This week, I got two calls inquiring about wasps. The similarities in the calls were remarkable; in both cases, heavy wasp activity was noted in playgrounds with sand ground covers. The wasps had a very direct flight path, with only a couple seconds’ pause between landing and crawling down a tunnel or leaving a tunnel and taking flight. The flight itself was rapid, making it difficult to get a good look at the offending wasps. The first call described them as “looking like miniature cicada killers,” while the second managed to snap a photo to send my way for confident identification (see title photo).
These wasps are sand wasps, and in these cases they pose an interesting challenge. Sand wasps are solitary-gregarious wasps. There is no hive or colony; instead, every female builds her own nest, lays her own eggs, and stockpiles food for her own larvae. The nest is a chamber or series of chambers at the bottom of a burrow dug into sparsely vegetated or unvegetated sandy soil. Good nesting sites can be few and far between, and these wasps are very tolerant of neighbors, so when conditions are good a few hundred may pack into an area. They are not defensive, and will work around a person who strays into their territory rather than running them off or stinging. Their impressively speedy flight is important; most species of sand wasps specialize on a single type of prey, and a great many are particularly fond of flies. They paralyze their prey with a sting, then stockpile it in the nest as a food source for their developing larvae.
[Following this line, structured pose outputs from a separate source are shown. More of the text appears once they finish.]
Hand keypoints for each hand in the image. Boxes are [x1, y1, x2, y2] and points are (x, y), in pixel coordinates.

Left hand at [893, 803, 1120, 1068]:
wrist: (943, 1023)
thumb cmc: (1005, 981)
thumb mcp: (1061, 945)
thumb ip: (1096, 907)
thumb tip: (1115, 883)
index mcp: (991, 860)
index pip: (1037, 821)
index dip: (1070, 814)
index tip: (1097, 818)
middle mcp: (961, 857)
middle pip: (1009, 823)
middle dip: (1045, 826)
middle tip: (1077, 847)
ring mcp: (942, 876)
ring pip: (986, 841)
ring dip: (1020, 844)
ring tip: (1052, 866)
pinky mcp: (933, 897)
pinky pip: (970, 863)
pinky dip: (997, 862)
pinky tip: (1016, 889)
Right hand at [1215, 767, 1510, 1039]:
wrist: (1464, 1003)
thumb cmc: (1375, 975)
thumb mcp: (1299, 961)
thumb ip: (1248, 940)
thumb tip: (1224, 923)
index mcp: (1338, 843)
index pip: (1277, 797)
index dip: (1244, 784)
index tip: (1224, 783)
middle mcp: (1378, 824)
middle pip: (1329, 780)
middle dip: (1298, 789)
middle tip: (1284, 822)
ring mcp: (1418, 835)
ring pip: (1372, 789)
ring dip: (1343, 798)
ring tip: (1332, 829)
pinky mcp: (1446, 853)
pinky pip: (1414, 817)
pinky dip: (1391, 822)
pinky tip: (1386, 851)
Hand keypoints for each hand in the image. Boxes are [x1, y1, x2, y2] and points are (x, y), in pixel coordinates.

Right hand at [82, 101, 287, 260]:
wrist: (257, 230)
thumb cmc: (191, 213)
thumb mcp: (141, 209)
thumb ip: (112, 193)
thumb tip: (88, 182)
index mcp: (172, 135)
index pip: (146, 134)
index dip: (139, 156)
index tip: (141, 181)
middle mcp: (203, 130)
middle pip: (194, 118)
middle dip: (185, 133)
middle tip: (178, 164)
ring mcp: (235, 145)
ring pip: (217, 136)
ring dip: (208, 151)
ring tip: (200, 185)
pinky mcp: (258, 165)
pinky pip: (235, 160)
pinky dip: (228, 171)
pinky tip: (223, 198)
While sand wasps are typically docile, they can sting if provoked or handled roughly, as may happen if they are stepped on barefoot as they enter or leave a burrow. If they are out of the way in a low-traffic area, a live-and-let-live policy is probably best; after all, they’ll thin out blow flies and even horse flies that can be far more bothersome. However, large numbers of them in a playground presents a sting risk; playing children could easily dig up nests, swat at, or crush the wasps against their skin and get stung.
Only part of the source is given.